Prompt:
In the listing below, pick out lines with "service".

Information given:
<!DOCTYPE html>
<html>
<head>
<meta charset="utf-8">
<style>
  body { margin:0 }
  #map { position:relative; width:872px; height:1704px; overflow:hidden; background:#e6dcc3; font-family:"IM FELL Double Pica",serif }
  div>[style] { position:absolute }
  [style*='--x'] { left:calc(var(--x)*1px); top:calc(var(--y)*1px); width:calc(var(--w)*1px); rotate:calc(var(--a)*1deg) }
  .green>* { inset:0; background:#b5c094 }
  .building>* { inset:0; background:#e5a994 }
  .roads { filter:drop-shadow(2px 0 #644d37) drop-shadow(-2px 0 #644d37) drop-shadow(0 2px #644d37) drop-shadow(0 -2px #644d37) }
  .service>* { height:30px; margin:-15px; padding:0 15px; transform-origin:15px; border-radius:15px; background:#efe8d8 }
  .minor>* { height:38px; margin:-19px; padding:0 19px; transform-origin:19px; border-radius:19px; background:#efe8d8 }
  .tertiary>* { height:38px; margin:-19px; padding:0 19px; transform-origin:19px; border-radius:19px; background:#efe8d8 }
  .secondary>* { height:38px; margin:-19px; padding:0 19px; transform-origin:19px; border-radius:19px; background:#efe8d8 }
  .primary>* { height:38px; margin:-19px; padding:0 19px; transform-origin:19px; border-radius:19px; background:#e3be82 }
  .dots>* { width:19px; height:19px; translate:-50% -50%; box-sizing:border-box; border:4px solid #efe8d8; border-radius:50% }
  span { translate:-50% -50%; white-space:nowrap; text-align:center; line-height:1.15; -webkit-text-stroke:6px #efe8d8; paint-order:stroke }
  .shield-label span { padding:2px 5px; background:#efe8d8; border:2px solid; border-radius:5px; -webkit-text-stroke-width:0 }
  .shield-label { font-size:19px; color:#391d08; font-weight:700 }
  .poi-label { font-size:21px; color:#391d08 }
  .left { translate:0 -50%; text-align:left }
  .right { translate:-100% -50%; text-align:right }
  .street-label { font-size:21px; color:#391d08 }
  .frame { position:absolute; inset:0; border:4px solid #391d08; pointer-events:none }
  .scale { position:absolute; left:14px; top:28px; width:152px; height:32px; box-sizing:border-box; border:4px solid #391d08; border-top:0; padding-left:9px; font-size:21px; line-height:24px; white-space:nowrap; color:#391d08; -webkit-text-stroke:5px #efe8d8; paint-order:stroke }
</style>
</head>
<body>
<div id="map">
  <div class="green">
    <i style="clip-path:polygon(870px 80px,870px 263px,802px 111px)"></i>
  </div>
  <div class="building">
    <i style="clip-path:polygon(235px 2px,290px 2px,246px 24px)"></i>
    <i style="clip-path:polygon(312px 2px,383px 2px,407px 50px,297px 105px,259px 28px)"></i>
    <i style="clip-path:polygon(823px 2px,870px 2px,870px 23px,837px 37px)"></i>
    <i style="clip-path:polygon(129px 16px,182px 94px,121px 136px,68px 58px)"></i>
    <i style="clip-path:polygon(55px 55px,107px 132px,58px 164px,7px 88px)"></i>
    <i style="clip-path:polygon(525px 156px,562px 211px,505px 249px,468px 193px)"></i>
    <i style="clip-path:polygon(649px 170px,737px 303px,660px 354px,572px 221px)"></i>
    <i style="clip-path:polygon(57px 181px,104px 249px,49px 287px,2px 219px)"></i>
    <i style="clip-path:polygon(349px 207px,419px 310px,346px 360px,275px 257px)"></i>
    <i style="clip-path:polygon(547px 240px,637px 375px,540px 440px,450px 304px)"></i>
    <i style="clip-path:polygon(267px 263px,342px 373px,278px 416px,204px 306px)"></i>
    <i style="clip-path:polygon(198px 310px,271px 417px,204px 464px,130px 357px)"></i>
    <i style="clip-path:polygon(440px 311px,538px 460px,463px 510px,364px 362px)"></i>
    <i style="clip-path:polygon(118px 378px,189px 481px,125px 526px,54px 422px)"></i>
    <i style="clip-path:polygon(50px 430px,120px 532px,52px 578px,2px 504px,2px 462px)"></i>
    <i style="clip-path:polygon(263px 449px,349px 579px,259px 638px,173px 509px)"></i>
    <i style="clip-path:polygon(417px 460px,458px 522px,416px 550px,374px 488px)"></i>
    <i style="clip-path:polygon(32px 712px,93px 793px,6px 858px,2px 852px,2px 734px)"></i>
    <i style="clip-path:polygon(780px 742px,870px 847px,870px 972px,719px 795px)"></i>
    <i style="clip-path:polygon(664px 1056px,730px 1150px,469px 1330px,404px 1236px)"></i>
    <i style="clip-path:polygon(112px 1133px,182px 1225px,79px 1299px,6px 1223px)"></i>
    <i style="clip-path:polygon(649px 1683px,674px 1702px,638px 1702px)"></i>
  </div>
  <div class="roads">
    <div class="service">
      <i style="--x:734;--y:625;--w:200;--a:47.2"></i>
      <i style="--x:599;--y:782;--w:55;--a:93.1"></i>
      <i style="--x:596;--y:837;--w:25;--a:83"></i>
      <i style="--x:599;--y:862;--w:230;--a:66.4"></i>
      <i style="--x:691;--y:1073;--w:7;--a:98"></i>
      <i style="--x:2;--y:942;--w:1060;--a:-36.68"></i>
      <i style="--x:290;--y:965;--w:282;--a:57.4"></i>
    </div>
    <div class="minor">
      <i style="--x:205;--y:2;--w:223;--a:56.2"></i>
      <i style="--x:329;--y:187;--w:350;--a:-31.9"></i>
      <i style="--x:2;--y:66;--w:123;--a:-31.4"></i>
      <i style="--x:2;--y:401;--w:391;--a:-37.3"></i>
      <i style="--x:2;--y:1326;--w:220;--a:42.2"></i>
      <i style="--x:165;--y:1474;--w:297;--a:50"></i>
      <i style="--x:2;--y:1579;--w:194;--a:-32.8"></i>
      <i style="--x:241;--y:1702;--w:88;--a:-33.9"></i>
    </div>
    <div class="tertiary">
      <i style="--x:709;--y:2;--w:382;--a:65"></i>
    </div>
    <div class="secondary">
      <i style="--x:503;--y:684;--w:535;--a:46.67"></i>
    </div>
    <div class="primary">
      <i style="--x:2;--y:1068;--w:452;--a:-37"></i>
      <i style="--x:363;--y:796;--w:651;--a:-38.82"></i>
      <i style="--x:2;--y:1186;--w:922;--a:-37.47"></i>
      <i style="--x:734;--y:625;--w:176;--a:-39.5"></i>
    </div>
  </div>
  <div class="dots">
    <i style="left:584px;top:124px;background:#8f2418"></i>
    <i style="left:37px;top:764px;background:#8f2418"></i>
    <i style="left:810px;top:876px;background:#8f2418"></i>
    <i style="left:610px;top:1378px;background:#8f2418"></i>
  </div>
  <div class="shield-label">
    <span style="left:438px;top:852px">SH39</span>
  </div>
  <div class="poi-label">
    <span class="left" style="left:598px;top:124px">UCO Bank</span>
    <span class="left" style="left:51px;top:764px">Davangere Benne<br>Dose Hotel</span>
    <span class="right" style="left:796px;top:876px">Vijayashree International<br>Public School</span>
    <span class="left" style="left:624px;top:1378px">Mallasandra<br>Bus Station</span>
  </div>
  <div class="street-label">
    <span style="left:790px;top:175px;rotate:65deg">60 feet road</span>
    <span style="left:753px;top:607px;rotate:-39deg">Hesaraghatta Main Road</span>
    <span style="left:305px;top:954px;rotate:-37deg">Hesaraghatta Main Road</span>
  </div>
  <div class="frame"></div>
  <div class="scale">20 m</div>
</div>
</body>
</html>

Answer to this task:
  .service>* { height:30px; margin:-15px; padding:0 15px; transform-origin:15px; border-radius:15px; background:#efe8d8 }
    <div class="service">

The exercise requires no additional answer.